MONDAY, 21 NOVEMBER 2005

19:28

A handyman goes to a neighbouring town late one afternoon to fix a washing machine. For 45 minutes he is focused on the machine in front of him, all the wires and plugs and tubes, and all the tools he needs. Perhaps he lies flat on his back on the kitchen floor with his concentration sharply focused on what he is doing. This is as it should be; this is how he will get the job done properly.

This handyman must however be able to pull back at any moment from the washing machine in front of him, and answer questions on issues more important than this specific washing machine. For example, he must have a vague idea in whose house he is – maybe the local dentist; he should know in what town he is – not his own town, but the neighbouring town; he must know what time he wants to be at home – perhaps around 18:00; he must also know how to drive to get home; perhaps even what the weather looks like outside – maybe he has heard the thunder of an approaching storm.

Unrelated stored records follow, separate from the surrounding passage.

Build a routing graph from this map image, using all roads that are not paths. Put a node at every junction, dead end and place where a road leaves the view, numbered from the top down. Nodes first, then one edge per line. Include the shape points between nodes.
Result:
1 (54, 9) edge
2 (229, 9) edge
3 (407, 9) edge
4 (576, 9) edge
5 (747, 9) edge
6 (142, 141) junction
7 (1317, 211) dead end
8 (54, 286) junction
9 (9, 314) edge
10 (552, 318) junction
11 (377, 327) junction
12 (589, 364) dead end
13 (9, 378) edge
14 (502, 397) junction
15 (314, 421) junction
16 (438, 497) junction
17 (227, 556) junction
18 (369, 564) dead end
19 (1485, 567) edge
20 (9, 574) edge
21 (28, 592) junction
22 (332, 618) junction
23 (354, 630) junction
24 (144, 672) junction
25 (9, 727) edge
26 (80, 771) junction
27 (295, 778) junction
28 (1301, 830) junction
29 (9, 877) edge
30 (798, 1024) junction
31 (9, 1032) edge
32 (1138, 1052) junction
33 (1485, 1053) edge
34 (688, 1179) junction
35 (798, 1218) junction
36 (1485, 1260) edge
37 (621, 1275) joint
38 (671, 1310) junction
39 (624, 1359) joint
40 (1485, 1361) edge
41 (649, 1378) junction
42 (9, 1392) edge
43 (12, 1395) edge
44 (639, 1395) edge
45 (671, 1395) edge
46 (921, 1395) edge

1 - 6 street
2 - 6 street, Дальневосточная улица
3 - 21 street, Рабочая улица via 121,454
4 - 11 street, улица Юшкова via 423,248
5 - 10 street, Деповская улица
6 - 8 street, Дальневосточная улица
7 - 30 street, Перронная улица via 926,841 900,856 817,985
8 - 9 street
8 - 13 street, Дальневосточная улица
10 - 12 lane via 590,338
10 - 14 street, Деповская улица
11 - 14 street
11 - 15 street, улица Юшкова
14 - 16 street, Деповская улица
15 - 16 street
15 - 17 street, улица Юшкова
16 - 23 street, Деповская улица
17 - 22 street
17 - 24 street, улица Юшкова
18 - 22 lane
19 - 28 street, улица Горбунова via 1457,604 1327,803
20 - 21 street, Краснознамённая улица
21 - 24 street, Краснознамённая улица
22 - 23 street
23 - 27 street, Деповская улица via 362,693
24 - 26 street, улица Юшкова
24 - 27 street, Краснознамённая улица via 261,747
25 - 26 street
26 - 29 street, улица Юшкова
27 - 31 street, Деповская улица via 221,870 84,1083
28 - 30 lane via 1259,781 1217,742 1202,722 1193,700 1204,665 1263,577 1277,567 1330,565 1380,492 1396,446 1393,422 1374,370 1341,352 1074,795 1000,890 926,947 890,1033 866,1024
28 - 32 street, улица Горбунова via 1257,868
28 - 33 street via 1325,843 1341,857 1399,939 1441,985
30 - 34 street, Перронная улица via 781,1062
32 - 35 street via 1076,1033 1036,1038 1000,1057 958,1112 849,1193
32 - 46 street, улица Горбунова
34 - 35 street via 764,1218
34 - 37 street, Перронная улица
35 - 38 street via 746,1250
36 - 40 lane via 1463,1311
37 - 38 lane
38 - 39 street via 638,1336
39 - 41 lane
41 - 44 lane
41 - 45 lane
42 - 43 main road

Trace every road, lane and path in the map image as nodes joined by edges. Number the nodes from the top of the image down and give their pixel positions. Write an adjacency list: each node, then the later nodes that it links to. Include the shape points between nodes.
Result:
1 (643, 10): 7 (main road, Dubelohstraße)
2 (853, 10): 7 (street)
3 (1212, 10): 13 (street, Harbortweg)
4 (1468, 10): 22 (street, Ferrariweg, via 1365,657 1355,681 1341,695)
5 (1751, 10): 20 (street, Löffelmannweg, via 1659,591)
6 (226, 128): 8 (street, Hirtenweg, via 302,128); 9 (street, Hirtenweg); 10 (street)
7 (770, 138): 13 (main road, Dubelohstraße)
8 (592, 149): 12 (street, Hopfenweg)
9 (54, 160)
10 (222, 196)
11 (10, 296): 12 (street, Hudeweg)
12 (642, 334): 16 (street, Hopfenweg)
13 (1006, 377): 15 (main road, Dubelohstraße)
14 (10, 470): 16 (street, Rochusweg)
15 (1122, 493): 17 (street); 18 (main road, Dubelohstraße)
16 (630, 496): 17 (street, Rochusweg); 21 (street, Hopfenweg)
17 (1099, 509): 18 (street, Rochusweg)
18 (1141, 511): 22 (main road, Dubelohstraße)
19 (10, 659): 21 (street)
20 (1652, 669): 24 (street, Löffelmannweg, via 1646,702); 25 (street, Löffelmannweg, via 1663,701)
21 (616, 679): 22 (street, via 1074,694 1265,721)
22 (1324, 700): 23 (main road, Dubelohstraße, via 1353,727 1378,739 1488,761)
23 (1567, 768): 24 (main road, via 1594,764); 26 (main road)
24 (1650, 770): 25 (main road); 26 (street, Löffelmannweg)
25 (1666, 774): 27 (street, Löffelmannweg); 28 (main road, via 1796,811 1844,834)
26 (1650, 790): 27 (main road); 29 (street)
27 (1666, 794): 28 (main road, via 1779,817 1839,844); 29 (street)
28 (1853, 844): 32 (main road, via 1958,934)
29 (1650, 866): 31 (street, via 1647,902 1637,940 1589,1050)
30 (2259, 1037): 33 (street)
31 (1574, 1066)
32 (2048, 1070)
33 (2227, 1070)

If the situation requires it, he may also consider other things: his age – mid-forties; his family – wife and two children; income – ±R12,000 per month; and his financial obligations – home and car payments, groceries, school fees, insurance policies, etcetera.

Should it be necessary, this handyman would be able to sit back, away from the machine and the tools and tubes and bolts and pipes, and for a few moments consider these things.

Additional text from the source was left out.